The basic personnel outline gives Oklahoma City an edge, but nothing that a veteran team with a championship pedigree like Los Angeles can’t overcome. Where the Thunder can make this series a mismatch is by controlling pace—specifically, turning these games into a track meet. Even under the best of circumstances, the Lakers are not deep enough to keep up with the young Thunder and given the disparities in rest, these are actually the worst of circumstances. And then we go into the fact that a 94-foot game by definition favors the perimeter team over the frontcourt team.
Finally we come to the big factor in every NBA playoff series and its star on star. Both Durant and Kobe are pure scorers, in the sense that neither one is likely to rack up 10 assists. With Kobe, the Lakers played their best games against Denver when he wasn’t shooting all the time. That could be a sign of him needing to not play ballhog, or a sign of Bynum and Gasol needing to make themselves available so the star doesn’t feel the need to do it himself—and my guess is that it’s a mix of both. Bryant scored 43 points in a Game 5 loss where the big men might as well have sat next to Jack Nicholson in the stands. He scored 17 and had 8 assists in Game 7 where they both came to play. In the case of Durant, while I’m not suggesting he be a ballhog, he does need to be in the 25-30 point range for his team to win and he’s probably going to need one Jordan-esque game where he puts the team on his shoulders.

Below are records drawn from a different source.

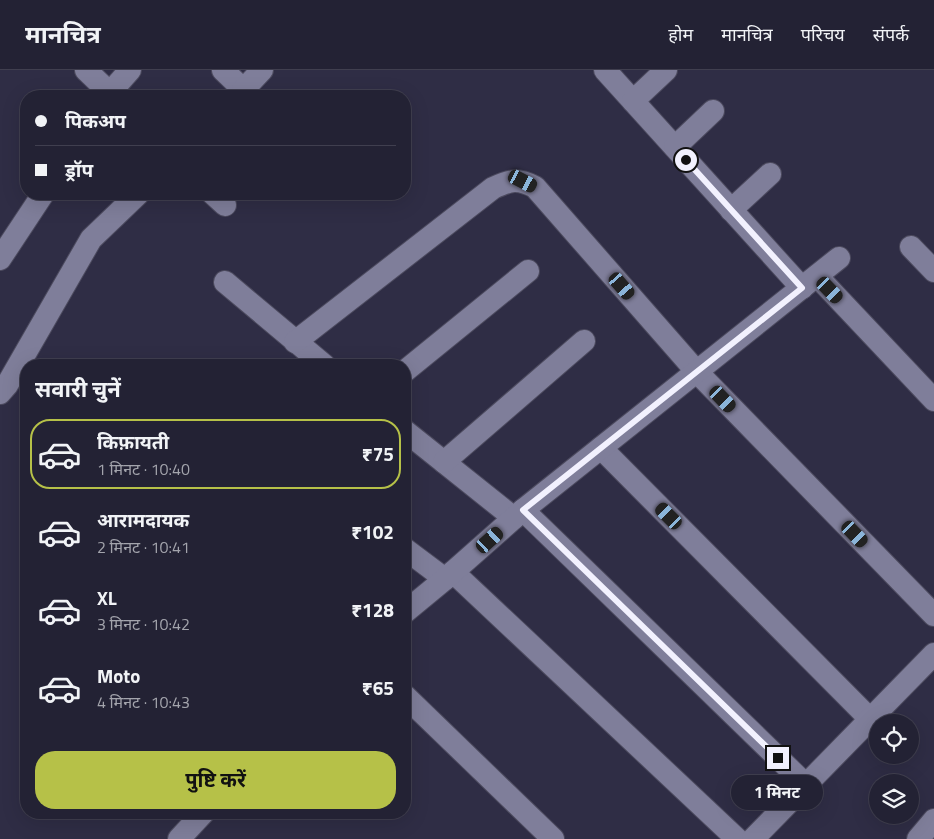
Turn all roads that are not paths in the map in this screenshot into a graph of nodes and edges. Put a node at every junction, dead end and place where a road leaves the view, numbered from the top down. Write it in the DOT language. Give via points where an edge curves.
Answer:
graph roads {
  1 [pos="86,70"];
  2 [pos="130,70"];
  3 [pos="222,70"];
  4 [pos="262,70"];
  5 [pos="605,70"];
  6 [pos="666,70"];
  7 [pos="105,90"];
  8 [pos="114,90"];
  9 [pos="243,90"];
  10 [pos="248,90"];
  11 [pos="633,101"];
  12 [pos="713,111"];
  13 [pos="675,147"];
  14 [pos="770,174"];
  15 [pos="39,200"];
  16 [pos="132,200"];
  17 [pos="731,210"];
  18 [pos="911,247"];
  19 [pos="839,258"];
  20 [pos="0,259"];
  21 [pos="528,270"];
  22 [pos="934,271"];
  23 [pos="225,282"];
  24 [pos="809,282"];
  25 [pos="584,341"];
  26 [pos="295,342"];
  27 [pos="22,359"];
  28 [pos="316,359"];
  29 [pos="20,362"];
  30 [pos="411,366"];
  31 [pos="696,372"];
  32 [pos="0,394"];
  33 [pos="934,400"];
  34 [pos="411,436"];
  35 [pos="601,448"];
  36 [pos="444,462"];
  37 [pos="519,514"];
  38 [pos="411,553"];
  39 [pos="449,575"];
  40 [pos="411,607"];
  41 [pos="934,615"];
  42 [pos="934,654"];
  43 [pos="411,702"];
  44 [pos="877,714"];
  45 [pos="869,718"];
  46 [pos="869,722"];
  47 [pos="806,786"];
  48 [pos="198,819"];
  49 [pos="934,820"];
  50 [pos="179,839"];
  51 [pos="553,839"];
  52 [pos="737,839"];
  53 [pos="753,839"];
  54 [pos="918,839"];
  1 -- 7 [label="street"];
  2 -- 8 [label="street"];
  3 -- 9 [label="street"];
  4 -- 10 [label="street"];
  5 -- 11 [label="street"];
  6 -- 11 [label="street"];
  11 -- 13 [label="street"];
  12 -- 13 [label="street"];
  13 -- 17 [label="street"];
  14 -- 17 [label="street"];
  15 -- 20 [label="street"];
  16 -- 27 [label="street" via="91,239"];
  17 -- 24 [label="street"];
  18 -- 22 [label="street"];
  19 -- 24 [label="street"];
  21 -- 30 [label="street"];
  23 -- 26 [label="street"];
  24 -- 31 [label="street"];
  24 -- 33 [label="street"];
  25 -- 36 [label="street"];
  26 -- 28 [label="street"];
  26 -- 31 [label="street" via="493,188 510,180 523,181 535,187"];
  29 -- 32 [label="street"];
  31 -- 35 [label="street"];
  31 -- 41 [label="street"];
  34 -- 36 [label="street"];
  35 -- 37 [label="street"];
  35 -- 45 [label="street"];
  36 -- 37 [label="street"];
  37 -- 39 [label="street"];
  37 -- 47 [label="street"];
  38 -- 39 [label="street"];
  39 -- 40 [label="street"];
  39 -- 52 [label="street"];
  42 -- 44 [label="street"];
  43 -- 51 [label="street"];
  46 -- 47 [label="street"];
  47 -- 53 [label="street"];
  48 -- 50 [label="street"];
  49 -- 54 [label="street"];
}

I liked what I saw from Oklahoma City in the first round, especially the way they seized the moment on the road and the way Durant scored 31 in the Game 3 win that was the knockout blow. The presence of Bryant and the Lakers’ championship pedigree deserves respect, but those same assets didn’t stop them from getting swept home by Dallas last year, nor did they stop them from blowing two straight clinching spots against Denver. The guess here is that Los Angeles has enough to make these games close and enough that if it gets to a Game 6, I’d never go against them at home. But do they have enough to win one in Oklahoma City and defend their home floor without exception? I don’t see that. The Thunder win two at home, steal one in Staples and then clinch in five.